I created this account two days ago, but one of my posts ended up in the (metaphorical) hands of an AI powered search engine that has scraping capabilities. What do you guys think about this? How do you feel about your posts/content getting scraped off of the web and potentially being used by AI models and/or AI powered tools? Curious to hear your experiences and thoughts on this.
#Prompt Update
The prompt was something like, What do you know about the user llama@lemmy.dbzer0.com on Lemmy? What can you tell me about his interests?" Initially, it generated a lot of fabricated information, but it would still include one or two accurate details. When I ran the test again, the response was much more accurate compared to the first attempt. It seems that as my account became more established, it became easier for the crawlers to find relevant information.
It even talked about this very post on item 3 and on the second bullet point of the “Notable Posts” section.
For more information, check this comment.
Edit¹: This is Perplexity. Perplexity AI employs data scraping techniques to gather information from various online sources, which it then utilizes to feed its large language models (LLMs) for generating responses to user queries. The scraping process involves automated crawlers that index and extract content from websites, including articles, summaries, and other relevant data. It is an advanced conversational search engine that enhances the research experience by providing concise, sourced answers to user queries. It operates by leveraging AI language models, such as GPT-4, to analyze information from various sources on the web. (12/28/2024)
Edit²: One could argue that data scraping by services like Perplexity may raise privacy concerns because it collects and processes vast amounts of online information without explicit user consent, potentially including personal data, comments, or content that individuals may have posted without expecting it to be aggregated and/or analyzed by AI systems. One could also argue that this indiscriminate collection raise questions about data ownership, proper attribution, and the right to control how one’s digital footprint is used in training AI models. (12/28/2024)
Edit³: I added the second image to the post and its description. (12/29/2024).
It’s Perplexity AI, so it’ll do web searches on demand. You asked about your username, then it searched for your username on the web. Fediverse content is indexed, even content from instances that blocks web crawling (e.g. via robots.txt, or via UA blacklisting on server-side), because the contents will be federated to servers that are indexed by web crawlers.

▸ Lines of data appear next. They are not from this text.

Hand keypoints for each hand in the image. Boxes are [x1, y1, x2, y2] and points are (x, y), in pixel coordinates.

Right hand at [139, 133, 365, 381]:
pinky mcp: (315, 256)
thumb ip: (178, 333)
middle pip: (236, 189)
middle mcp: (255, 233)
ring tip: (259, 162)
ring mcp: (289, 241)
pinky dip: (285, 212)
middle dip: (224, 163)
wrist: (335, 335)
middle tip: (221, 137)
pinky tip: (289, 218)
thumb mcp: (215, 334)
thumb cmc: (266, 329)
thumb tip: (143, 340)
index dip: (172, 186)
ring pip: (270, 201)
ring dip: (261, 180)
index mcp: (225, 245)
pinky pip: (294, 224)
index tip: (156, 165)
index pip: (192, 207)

Now, when we say about offline models and pre-trained content, the way transformers work will often “scramble” the art and the artist. If a content doesn’t explicitly mention the author (also, if the content isn’t well spread across different sources), LLMs will “know” the information you posted online, but it won’t be capable of linking such content to you when asked for it.
Let me exemplify it: suppose you conveyed an unique quote. Nobody else wrote it. You published it on Lemmy. Your quote becomes part of the training data for GPT-n or any other LLM out there. When anyone ask them “Who said the quote ‘…’?”, it’ll either hallucinate (i.e. citing a very random famous writer) or it’ll say something like “I don’t have such information”.
It’s why AIs are often (and understandably) called as plagiarist by the anti-AI people, because AIs don’t cite their sources. Technically, the current state-of-the-art transformers even can’t because LLMs are, under the hood, some fancy-crazy kind of “Will it blend?” for entire corpora across the web, where AI devs gather the most data they possibly can (legally or illegally), dropping it all inside the “AI blender cup” and voila, an LLM was trained, without actually storing each content entirely, just their statistical associations.
I understand that Perplexity employs various language models to handle queries and that the responses generated may not directly come from the training data used by these models; since a significant portion of the output comes from what it scraped from the web. However, a significant concern for some individuals is the potential for their posts to be scraped and also used to train AI models, hence my post.
I’m not anti AI, and, I see your point that transformers often dissociate the content from its creator. However, one could argue this doesn’t fully mitigate the concern. Even if the model can’t link the content back to the original author, it’s still using their data without explicit consent. The fact that LLMs might hallucinate or fail to attribute quotes accurately doesn’t resolve the potential plagiarism issue; instead, it highlights another problematic aspect of these models imo.